Problem
Filter this listing down to the lines that contain the word "where", and copy them.

Records for this exercise
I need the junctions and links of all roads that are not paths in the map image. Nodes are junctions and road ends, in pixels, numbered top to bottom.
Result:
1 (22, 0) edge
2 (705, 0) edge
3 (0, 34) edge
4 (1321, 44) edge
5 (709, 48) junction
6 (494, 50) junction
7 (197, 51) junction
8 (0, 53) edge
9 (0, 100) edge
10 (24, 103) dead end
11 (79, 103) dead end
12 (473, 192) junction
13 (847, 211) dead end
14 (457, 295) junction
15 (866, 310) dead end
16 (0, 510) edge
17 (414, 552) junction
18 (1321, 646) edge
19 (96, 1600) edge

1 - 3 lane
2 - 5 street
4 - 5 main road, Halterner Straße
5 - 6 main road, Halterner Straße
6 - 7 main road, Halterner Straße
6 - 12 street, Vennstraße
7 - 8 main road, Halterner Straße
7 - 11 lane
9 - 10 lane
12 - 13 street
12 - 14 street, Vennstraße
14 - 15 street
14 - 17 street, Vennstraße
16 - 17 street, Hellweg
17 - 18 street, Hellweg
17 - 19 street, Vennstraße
---
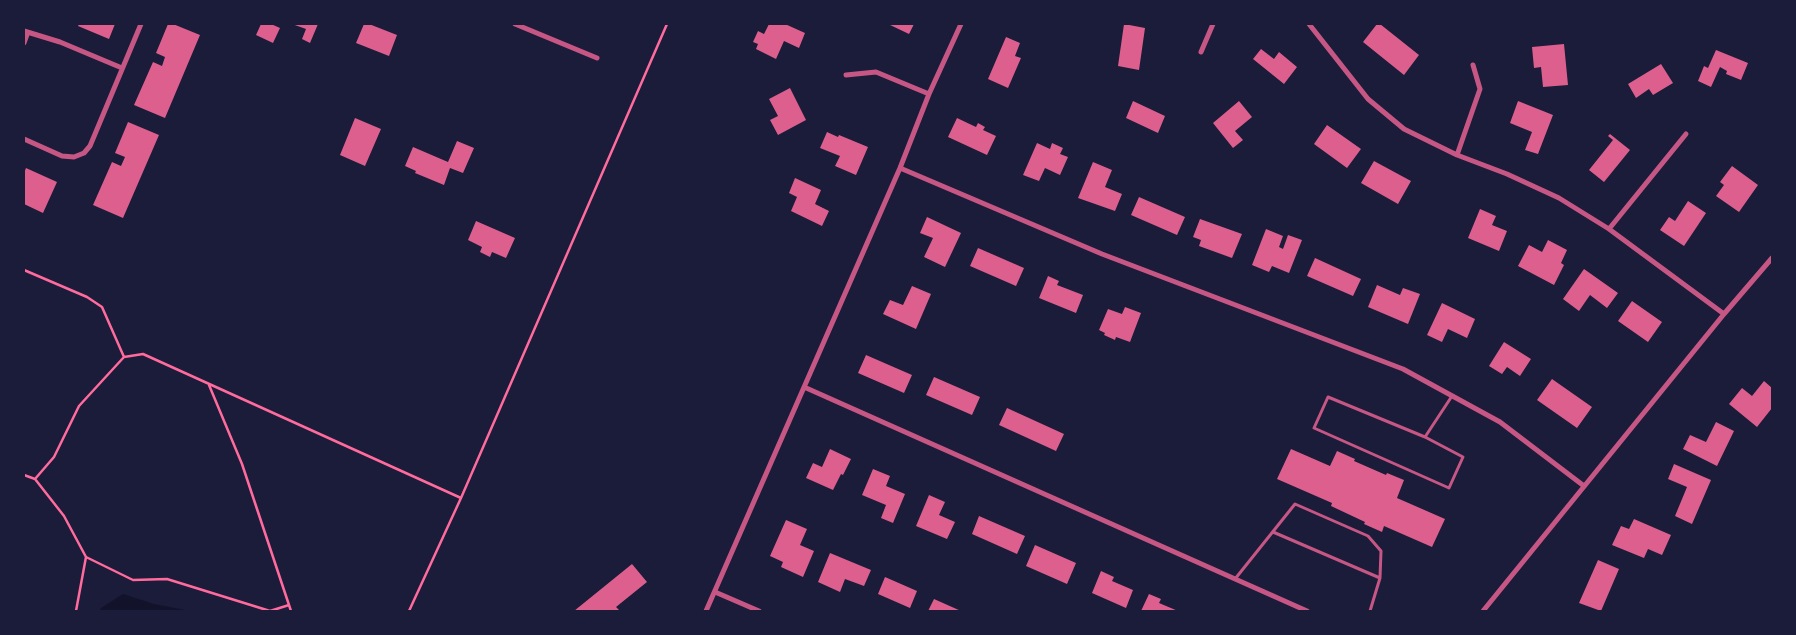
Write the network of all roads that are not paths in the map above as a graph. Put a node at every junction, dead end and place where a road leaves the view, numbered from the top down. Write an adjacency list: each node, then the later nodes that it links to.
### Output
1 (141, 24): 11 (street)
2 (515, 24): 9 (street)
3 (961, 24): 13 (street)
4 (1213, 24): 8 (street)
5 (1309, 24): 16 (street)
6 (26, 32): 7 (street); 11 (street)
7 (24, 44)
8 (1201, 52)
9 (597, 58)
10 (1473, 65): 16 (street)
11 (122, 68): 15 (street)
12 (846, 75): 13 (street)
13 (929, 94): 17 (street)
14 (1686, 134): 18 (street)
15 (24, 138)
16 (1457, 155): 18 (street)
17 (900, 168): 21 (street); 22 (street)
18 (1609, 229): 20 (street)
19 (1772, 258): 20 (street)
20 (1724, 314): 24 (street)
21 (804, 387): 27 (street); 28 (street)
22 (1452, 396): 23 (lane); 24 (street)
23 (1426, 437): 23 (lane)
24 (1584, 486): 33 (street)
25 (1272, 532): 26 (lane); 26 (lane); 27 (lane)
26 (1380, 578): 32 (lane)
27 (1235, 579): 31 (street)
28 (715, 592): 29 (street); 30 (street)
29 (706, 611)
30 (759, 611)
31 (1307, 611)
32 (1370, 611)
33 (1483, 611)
==
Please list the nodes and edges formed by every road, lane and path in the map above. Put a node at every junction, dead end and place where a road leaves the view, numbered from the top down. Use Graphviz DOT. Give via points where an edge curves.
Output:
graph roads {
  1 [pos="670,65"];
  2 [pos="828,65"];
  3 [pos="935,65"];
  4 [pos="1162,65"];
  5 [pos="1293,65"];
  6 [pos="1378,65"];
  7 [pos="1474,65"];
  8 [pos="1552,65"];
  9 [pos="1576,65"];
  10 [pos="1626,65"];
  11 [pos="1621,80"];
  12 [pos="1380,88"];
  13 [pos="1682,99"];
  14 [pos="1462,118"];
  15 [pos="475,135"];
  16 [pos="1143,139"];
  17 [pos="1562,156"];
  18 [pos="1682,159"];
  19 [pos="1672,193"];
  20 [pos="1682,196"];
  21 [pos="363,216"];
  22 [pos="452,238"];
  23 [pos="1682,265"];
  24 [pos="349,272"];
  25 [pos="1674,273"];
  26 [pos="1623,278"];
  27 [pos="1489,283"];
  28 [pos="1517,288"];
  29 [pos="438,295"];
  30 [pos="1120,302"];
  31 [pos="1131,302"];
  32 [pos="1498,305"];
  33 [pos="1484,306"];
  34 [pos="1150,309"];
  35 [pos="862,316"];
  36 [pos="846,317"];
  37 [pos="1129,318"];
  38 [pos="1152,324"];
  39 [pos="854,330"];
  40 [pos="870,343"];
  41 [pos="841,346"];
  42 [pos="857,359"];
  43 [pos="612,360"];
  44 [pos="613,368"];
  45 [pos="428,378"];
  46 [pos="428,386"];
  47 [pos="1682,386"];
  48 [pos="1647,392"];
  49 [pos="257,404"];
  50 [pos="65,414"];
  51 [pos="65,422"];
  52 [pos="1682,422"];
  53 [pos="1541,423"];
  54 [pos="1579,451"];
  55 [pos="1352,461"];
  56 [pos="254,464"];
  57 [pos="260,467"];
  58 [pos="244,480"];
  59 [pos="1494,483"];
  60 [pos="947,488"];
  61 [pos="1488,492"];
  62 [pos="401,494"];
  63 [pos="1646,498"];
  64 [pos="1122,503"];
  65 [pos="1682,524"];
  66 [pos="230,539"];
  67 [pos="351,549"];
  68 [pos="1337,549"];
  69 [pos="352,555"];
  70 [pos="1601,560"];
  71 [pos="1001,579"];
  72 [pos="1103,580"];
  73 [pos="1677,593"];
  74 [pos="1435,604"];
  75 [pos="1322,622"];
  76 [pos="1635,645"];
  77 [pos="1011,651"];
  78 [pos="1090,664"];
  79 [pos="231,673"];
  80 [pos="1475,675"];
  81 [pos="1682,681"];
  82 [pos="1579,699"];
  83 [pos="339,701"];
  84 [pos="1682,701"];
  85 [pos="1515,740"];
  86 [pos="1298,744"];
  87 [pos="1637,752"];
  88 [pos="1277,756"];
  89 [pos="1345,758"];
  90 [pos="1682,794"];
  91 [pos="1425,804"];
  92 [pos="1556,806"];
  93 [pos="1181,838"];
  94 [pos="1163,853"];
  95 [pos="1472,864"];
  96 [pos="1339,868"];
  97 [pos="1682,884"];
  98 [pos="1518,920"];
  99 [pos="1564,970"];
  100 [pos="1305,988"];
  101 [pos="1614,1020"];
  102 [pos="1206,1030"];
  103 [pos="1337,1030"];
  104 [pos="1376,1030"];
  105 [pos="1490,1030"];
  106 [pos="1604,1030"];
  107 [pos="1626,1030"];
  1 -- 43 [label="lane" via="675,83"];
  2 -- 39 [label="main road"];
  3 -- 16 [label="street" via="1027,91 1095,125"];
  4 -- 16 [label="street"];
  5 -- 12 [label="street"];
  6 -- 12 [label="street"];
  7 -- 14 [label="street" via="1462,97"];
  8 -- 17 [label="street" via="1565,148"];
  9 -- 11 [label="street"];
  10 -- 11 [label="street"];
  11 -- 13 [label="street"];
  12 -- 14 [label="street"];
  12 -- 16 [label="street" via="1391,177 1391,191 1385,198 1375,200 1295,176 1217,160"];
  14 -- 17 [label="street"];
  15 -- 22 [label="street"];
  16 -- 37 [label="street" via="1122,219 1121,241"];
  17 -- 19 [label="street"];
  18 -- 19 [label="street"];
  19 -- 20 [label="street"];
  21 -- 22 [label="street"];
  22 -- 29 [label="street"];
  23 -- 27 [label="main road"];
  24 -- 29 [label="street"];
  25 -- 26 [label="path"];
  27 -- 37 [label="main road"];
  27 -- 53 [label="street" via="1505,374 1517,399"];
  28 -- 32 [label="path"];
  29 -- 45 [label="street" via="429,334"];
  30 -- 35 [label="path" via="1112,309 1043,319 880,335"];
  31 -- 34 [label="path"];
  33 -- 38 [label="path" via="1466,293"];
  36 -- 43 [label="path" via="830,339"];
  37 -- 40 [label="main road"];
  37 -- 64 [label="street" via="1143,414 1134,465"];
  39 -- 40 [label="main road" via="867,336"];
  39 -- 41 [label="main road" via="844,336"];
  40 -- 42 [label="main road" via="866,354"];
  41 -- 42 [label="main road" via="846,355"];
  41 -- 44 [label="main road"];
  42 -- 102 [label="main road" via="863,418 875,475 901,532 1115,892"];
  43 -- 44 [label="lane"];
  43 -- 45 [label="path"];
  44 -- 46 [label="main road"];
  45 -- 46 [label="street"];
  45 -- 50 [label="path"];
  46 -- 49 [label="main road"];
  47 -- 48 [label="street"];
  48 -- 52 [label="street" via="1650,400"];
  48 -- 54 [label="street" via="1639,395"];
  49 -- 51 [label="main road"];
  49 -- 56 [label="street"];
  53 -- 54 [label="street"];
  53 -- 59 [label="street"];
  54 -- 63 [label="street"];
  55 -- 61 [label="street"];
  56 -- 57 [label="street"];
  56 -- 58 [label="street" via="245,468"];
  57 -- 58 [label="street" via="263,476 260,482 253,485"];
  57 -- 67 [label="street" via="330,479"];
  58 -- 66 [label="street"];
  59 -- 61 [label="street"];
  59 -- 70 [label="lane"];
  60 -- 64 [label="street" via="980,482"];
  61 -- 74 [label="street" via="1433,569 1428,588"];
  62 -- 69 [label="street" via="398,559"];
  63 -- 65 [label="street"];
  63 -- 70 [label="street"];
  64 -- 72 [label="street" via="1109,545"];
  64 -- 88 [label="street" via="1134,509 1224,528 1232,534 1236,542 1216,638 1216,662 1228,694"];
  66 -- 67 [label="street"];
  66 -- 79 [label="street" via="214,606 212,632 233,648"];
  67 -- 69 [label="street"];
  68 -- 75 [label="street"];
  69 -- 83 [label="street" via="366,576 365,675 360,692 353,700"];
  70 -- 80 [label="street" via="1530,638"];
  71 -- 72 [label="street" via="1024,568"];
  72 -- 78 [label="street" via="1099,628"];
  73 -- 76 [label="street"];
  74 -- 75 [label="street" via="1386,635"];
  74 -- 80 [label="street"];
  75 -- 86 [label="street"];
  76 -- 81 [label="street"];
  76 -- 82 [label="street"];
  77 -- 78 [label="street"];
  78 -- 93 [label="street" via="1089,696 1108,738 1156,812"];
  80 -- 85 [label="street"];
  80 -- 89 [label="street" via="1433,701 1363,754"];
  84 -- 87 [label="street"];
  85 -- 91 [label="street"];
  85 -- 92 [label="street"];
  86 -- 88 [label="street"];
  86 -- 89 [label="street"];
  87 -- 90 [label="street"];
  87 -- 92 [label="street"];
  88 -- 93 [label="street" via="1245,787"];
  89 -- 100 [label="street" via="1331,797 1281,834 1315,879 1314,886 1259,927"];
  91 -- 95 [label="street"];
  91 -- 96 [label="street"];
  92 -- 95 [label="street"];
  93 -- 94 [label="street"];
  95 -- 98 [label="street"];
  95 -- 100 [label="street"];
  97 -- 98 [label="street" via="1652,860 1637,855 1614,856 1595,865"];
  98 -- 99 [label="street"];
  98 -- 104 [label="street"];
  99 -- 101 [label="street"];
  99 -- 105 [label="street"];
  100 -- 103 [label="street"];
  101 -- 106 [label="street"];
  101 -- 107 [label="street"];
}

Written answer
Write the network of all roads that are not paths in the map above as a graph. Put a node at every junction, dead end and place where a road leaves the view, numbered from the top down. Write an adjacency list: each node, then the later nodes that it links to.
Please list the nodes and edges formed by every road, lane and path in the map above. Put a node at every junction, dead end and place where a road leaves the view, numbered from the top down. Use Graphviz DOT. Give via points where an edge curves.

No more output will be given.